Now sure, this is to sooome extent dumb luck. And sure, it’s a liiittttle hard to get into all the narratives if you don’t want to read all of Carl’s columns from the beginning, (not to mention his Twitter timeline). And sure, there might be a feeewwww inconsistencies in the world he’s creating. But when Carl is good, he’s really good.
Consider this passage from Diggler’s January 22 column about the “highlights” of Jeb Bush’s freshly suspended campaign:
5. Accidentally Flushing Glasses Down Toilet In Front Of Media Scrum Jeb, who is one of the most notorious “nervous sneezers” in politics, ripped a classic sneeze while The New York Times’ Michael Barbaro was asking him about his use of the video app Vine. Jeb’s glasses flew off his face, and he attempted to catch them. However, instead of securing his trademark frameless glasses, the Floridian ended up batting them into the toilet. Assuring reporters “everything is fine, this is why I love campaigns, it’s all unexpected, I love it brother,” Jeb made his way into the bathroom to fish his lenses out. Unfortunately, an errant Zune hanging out of his pocket dropped hit the “FLUSH” button on the airline-style toilet, causing Jeb’s glasses to be evacuated into a bag of human waste in the undercarriage on the bus. Frank Luntz says that focus groups saw Jeb as “less confident” since this incident.

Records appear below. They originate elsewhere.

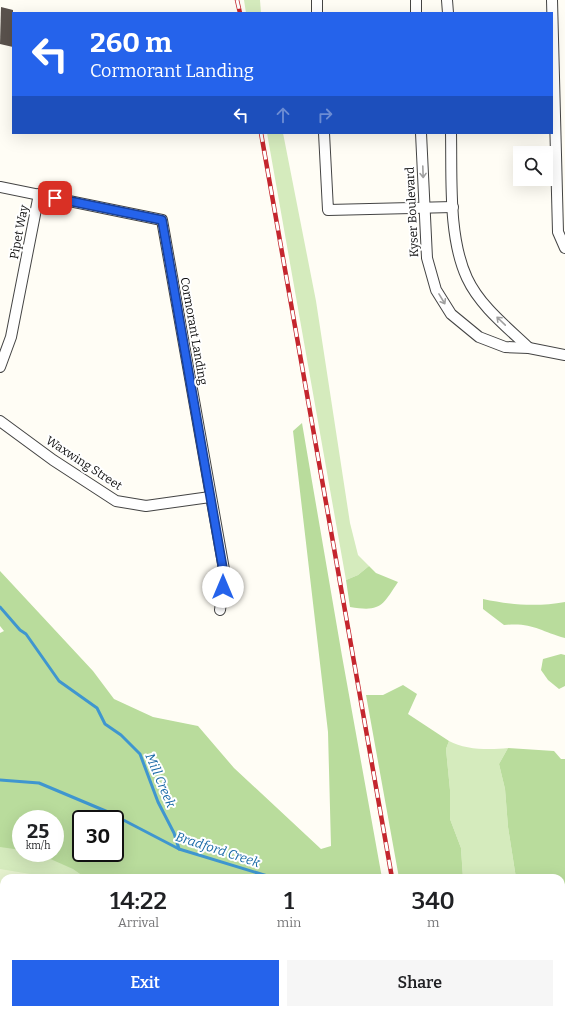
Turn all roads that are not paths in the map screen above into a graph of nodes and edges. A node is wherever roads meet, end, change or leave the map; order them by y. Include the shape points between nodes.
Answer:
1 (317, 0) edge
2 (416, 0) edge
3 (447, 0) edge
4 (552, 0) edge
5 (317, 12) edge
6 (416, 12) edge
7 (448, 12) edge
8 (552, 12) edge
9 (553, 39) edge
10 (324, 134) edge
11 (421, 134) edge
12 (451, 134) edge
13 (0, 187) edge
14 (39, 194) junction
15 (425, 206) junction
16 (453, 207) junction
17 (565, 248) edge
18 (529, 348) junction
19 (565, 355) edge
20 (0, 367) edge
21 (0, 421) edge
22 (210, 497) junction
23 (220, 610) dead end

1 - 5 street
2 - 6 street
3 - 7 street
4 - 8 street
9 - 17 street via 558,232
10 - 15 street via 328,210
11 -> 15 street, Kyser Boulevard
12 - 16 street
13 - 14 street, Cormorant Landing
14 - 20 street, Pipet Way via 11,337
14 - 22 street, Cormorant Landing via 162,220
15 - 16 street
15 -> 18 street, Kyser Boulevard via 427,258 436,290 451,314 479,337 505,347
18 -> 16 street via 484,304 467,278 457,244
18 - 19 street, Kyser Boulevard
21 - 22 street, Waxwing Street via 53,460 116,501 146,506
22 - 23 street, Cormorant Landing via 224,575

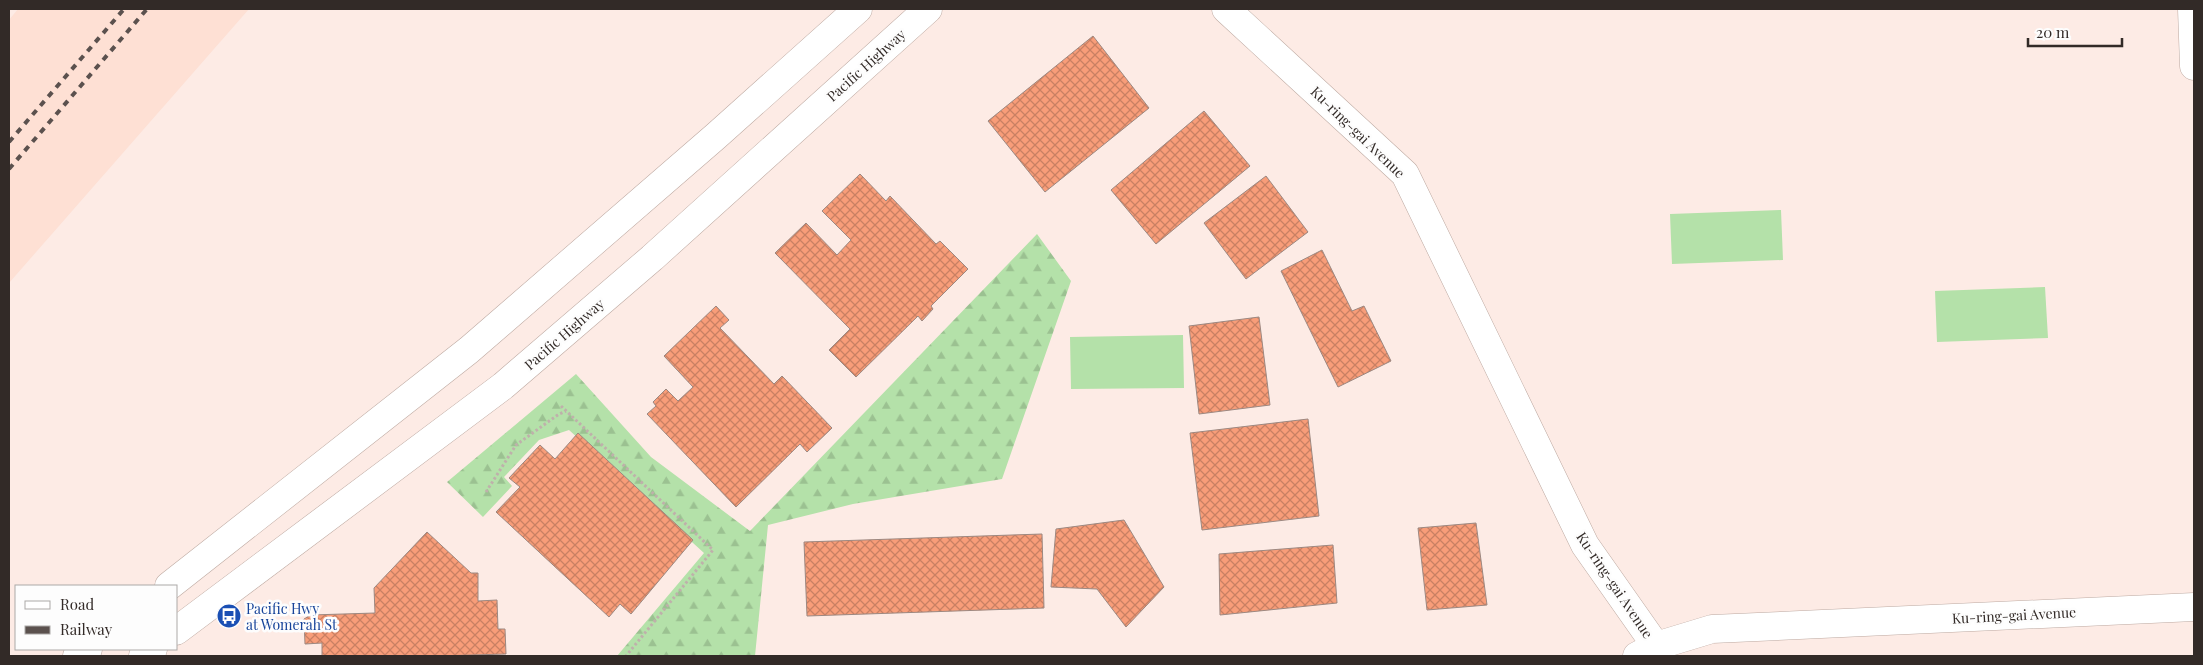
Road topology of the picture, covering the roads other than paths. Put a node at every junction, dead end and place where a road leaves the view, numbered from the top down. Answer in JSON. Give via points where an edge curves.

It seems like it could almost be a real life gaffe at the beginning, the tone is realistic enough – he references a specific reporter and also Frank Luntz – and it ends with this visual of Jeb’s glasses in a vacuum sealed bag of shit in the bottom of a bus. What more do you need?
Yes, somewhere between bad faith antagonism and good faith spirited competition, Carl Diggler has accidentally delivered the ultimate satirical own: proving the complete frivolousness of his targets without even really trying. It might be unsettling to accept that when it comes right down to it, the establishment media is really no more authoritative than so many broken clocks are right twice a day, but Carl Diggler is making a pretty good argument for it. Even if his name is a played-out-ass Boogie Nights reference.